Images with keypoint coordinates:
▼
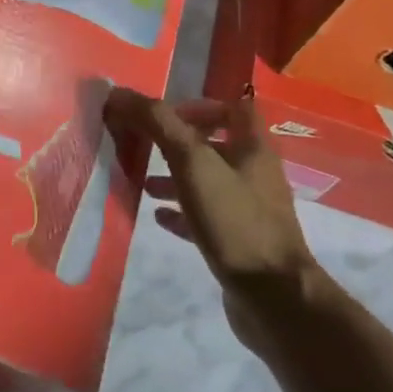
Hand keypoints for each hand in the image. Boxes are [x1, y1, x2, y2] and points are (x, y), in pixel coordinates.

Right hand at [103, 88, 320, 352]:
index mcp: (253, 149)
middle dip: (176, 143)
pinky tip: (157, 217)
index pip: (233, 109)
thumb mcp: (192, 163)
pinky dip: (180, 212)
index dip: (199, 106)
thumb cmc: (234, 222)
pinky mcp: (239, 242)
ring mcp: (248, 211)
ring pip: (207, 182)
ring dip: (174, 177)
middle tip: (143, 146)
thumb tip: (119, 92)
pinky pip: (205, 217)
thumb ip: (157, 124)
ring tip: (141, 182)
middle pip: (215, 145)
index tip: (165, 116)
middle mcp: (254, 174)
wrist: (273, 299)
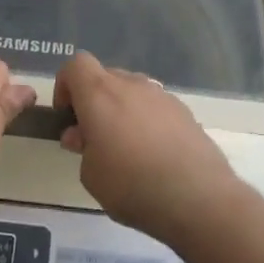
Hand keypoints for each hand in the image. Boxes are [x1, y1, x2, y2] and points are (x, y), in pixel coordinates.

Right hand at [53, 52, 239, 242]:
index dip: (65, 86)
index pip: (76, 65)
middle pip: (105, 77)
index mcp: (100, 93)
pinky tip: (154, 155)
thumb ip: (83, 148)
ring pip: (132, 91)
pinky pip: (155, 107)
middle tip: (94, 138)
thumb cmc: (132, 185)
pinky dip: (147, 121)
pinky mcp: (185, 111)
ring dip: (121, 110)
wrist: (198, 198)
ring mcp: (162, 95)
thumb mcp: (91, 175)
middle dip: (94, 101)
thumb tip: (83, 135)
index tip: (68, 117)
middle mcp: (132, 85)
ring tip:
▲
A faithful copy of the data above is wanted, with every image left out.

▶ [PROBLEM SOLUTION]:
Hand keypoints for each hand in the image. Boxes are [x1, y1, x2, y2] and points are (x, y), in pixel coordinates.

Right hand at [103, 88, 320, 352]:
index mcp: (253, 149)
middle dip: (176, 143)
pinky tip: (157, 217)
index pip: (233, 109)
thumb mcp: (192, 163)
pinky dip: (180, 212)
index dip: (199, 106)
thumb cmc: (234, 222)
pinky mcp: (239, 242)
ring mcp: (248, 211)
ring pip: (207, 182)
ring dip: (174, 177)
middle tip: (143, 146)
thumb tip: (119, 92)
pinky pip: (205, 217)
thumb ip: (157, 124)
ring tip: (141, 182)
middle pip: (215, 145)
index tip: (165, 116)
middle mcp: (254, 174)
wrist: (273, 299)
Hand keypoints for each hand in the image. Boxes are [x1, y1, x2, y2] and points are (x, y), in pixel coordinates.

Right hand at [53, 52, 239, 242]:
index dip: (65, 86)
index pip: (76, 65)
middle pip: (105, 77)
index mcp: (100, 93)
pinky tip: (154, 155)
thumb ip: (83, 148)
ring pip: (132, 91)
pinky pip: (155, 107)
middle tip: (94, 138)
thumb cmc: (132, 185)
pinky dip: (147, 121)
pinky mcp: (185, 111)
ring dip: (121, 110)
wrist: (198, 198)
ring mcp: (162, 95)
thumb mcp: (91, 175)
middle dip: (94, 101)
thumb tip: (83, 135)
index tip: (68, 117)
middle mcp: (132, 85)
ring tip:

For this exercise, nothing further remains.